= Your goal =
Which lines of the entries hold the string "Side"? Copy each one.

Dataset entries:
Content starts
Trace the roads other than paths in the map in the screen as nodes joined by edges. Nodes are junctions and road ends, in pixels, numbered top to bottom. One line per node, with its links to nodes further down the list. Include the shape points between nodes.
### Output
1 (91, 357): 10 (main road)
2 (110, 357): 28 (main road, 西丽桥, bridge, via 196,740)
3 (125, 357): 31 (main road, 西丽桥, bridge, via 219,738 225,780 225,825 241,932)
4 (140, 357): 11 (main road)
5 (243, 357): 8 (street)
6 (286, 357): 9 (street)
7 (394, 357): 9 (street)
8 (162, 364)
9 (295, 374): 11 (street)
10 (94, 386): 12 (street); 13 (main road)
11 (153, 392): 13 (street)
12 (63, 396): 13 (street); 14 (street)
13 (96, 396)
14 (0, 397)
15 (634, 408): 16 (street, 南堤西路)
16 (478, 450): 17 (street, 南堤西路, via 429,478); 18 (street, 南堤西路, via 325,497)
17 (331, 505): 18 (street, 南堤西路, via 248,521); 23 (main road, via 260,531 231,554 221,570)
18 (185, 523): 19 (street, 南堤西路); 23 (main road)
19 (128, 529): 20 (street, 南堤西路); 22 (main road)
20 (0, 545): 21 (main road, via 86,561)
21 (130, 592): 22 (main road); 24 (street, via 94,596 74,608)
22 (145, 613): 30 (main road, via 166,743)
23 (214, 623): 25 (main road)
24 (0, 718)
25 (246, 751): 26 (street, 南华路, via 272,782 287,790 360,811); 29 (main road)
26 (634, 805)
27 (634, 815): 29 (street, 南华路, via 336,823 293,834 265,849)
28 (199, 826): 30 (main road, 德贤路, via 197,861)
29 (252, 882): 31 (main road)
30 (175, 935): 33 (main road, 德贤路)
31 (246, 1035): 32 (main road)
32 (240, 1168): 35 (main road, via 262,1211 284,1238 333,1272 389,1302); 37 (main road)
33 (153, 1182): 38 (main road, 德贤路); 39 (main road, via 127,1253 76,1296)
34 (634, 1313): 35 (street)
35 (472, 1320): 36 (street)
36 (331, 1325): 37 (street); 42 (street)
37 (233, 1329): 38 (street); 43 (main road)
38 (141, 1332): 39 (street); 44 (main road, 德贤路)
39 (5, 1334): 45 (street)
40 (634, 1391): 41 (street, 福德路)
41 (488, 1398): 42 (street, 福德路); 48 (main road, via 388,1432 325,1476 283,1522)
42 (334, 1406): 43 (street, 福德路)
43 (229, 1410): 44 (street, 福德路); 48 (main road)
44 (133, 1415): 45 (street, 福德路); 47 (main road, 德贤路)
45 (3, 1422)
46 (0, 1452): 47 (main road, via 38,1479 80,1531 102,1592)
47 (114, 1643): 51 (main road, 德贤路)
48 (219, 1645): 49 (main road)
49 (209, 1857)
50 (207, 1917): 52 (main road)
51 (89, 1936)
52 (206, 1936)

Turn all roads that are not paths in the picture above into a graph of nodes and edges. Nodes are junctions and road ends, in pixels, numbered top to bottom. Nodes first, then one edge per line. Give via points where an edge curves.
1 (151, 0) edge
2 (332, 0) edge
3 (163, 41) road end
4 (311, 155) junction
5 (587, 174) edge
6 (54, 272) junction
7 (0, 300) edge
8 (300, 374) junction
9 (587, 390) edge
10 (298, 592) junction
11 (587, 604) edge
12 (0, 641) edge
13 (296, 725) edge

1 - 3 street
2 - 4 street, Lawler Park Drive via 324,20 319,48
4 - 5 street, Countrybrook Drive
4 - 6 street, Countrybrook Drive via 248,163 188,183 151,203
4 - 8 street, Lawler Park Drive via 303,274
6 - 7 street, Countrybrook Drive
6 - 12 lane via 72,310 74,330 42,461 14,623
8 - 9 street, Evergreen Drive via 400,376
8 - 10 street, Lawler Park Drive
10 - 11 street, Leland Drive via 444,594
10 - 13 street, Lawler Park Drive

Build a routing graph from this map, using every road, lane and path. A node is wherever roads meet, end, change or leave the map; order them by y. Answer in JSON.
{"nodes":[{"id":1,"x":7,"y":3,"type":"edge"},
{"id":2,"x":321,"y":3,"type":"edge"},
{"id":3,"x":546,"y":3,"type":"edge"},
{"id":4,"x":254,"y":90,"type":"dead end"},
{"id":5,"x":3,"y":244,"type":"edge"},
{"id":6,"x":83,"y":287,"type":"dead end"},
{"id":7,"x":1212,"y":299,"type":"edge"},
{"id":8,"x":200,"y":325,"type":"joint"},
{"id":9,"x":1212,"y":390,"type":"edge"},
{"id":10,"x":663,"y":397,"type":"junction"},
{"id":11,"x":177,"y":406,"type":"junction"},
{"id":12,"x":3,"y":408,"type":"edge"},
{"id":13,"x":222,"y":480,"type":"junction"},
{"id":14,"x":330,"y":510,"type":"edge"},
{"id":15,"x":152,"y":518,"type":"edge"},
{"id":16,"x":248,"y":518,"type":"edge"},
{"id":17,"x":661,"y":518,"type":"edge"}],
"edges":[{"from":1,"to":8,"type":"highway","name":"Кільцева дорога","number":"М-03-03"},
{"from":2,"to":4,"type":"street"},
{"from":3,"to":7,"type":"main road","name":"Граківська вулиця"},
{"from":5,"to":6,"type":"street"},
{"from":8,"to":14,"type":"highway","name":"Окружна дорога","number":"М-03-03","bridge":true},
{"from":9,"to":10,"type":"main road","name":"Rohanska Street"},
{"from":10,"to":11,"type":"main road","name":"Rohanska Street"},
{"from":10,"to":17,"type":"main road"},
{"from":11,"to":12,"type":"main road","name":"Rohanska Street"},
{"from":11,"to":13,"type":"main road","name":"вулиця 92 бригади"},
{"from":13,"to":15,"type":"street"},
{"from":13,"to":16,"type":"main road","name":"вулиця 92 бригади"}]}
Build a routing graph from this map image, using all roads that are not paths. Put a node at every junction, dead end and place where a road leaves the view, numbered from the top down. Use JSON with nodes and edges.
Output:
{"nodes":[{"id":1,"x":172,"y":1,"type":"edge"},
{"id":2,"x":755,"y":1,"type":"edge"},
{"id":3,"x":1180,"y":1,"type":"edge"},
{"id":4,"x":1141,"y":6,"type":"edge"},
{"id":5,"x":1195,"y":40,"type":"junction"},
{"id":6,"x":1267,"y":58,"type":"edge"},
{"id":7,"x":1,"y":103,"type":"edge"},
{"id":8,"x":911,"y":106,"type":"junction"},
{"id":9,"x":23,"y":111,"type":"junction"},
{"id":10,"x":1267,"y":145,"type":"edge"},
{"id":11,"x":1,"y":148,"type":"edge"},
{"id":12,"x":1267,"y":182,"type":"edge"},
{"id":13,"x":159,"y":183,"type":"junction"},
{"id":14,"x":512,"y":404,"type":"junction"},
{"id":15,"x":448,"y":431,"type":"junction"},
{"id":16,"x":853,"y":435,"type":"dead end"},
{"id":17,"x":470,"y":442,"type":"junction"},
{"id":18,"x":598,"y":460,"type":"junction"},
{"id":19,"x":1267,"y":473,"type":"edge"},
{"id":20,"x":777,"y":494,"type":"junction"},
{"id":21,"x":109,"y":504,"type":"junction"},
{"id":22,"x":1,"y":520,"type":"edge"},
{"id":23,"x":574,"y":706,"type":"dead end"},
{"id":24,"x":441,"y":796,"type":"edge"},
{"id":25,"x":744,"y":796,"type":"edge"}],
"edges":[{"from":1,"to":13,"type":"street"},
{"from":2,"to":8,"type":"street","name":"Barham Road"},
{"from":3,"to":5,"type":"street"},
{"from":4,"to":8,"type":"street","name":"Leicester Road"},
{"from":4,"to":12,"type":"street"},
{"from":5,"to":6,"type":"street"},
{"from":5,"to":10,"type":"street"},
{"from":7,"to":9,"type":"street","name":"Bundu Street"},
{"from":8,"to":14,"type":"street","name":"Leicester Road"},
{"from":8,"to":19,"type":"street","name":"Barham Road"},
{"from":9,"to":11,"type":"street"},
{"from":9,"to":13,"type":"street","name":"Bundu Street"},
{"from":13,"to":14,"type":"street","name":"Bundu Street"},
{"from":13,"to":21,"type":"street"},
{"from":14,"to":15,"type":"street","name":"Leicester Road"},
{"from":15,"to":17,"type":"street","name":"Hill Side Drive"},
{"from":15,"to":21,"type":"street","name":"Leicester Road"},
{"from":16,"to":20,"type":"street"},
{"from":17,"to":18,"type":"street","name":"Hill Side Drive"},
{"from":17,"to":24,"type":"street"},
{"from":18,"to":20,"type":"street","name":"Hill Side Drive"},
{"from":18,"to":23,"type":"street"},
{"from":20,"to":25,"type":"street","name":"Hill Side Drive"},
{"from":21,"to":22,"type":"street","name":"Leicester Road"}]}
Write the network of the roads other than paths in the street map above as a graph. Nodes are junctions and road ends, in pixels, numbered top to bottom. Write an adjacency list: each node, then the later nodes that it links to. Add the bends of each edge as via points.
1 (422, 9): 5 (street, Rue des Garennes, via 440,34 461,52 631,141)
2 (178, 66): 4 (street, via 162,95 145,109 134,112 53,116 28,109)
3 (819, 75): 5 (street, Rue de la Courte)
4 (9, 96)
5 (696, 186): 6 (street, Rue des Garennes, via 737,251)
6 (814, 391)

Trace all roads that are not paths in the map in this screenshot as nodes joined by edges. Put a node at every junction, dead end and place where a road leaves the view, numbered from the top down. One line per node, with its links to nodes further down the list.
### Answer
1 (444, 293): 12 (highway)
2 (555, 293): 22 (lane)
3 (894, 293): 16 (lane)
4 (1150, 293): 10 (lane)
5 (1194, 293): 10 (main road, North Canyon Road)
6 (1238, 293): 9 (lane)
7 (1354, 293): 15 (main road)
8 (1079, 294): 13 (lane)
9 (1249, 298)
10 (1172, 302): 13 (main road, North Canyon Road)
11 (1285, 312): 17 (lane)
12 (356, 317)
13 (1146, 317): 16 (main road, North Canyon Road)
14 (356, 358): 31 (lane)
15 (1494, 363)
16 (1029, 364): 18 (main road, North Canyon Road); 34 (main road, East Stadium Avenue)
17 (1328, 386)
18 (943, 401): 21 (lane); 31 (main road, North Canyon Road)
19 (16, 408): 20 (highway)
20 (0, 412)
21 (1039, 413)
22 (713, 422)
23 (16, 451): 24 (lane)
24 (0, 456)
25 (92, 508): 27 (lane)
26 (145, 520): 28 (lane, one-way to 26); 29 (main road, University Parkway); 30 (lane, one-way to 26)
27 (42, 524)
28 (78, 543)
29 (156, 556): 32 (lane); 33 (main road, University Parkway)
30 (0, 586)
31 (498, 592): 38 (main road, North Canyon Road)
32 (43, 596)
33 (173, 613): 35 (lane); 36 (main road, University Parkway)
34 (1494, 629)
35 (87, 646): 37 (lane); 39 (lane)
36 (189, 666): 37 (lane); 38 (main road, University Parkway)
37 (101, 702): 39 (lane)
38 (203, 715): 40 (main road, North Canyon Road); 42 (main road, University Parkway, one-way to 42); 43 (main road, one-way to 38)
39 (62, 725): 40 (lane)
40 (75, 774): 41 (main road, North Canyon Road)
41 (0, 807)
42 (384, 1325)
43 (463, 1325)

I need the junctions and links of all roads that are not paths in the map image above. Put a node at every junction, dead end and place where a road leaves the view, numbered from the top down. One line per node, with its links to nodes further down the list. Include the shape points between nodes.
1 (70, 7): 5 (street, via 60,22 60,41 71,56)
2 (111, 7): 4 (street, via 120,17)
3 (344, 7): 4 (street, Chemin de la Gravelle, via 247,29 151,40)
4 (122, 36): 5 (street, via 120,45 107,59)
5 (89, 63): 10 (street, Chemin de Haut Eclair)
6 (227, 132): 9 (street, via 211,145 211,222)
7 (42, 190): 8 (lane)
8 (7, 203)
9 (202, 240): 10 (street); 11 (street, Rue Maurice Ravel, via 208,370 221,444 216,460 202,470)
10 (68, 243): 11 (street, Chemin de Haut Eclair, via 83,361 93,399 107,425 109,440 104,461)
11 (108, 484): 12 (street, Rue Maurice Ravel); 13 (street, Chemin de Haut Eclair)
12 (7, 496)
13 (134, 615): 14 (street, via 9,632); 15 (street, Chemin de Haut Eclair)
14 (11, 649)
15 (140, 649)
Content ends
= The completed task =
{"from":15,"to":17,"type":"street","name":"Hill Side Drive"},
{"from":17,"to":18,"type":"street","name":"Hill Side Drive"},
{"from":18,"to":20,"type":"street","name":"Hill Side Drive"},
{"from":20,"to":25,"type":"street","name":"Hill Side Drive"},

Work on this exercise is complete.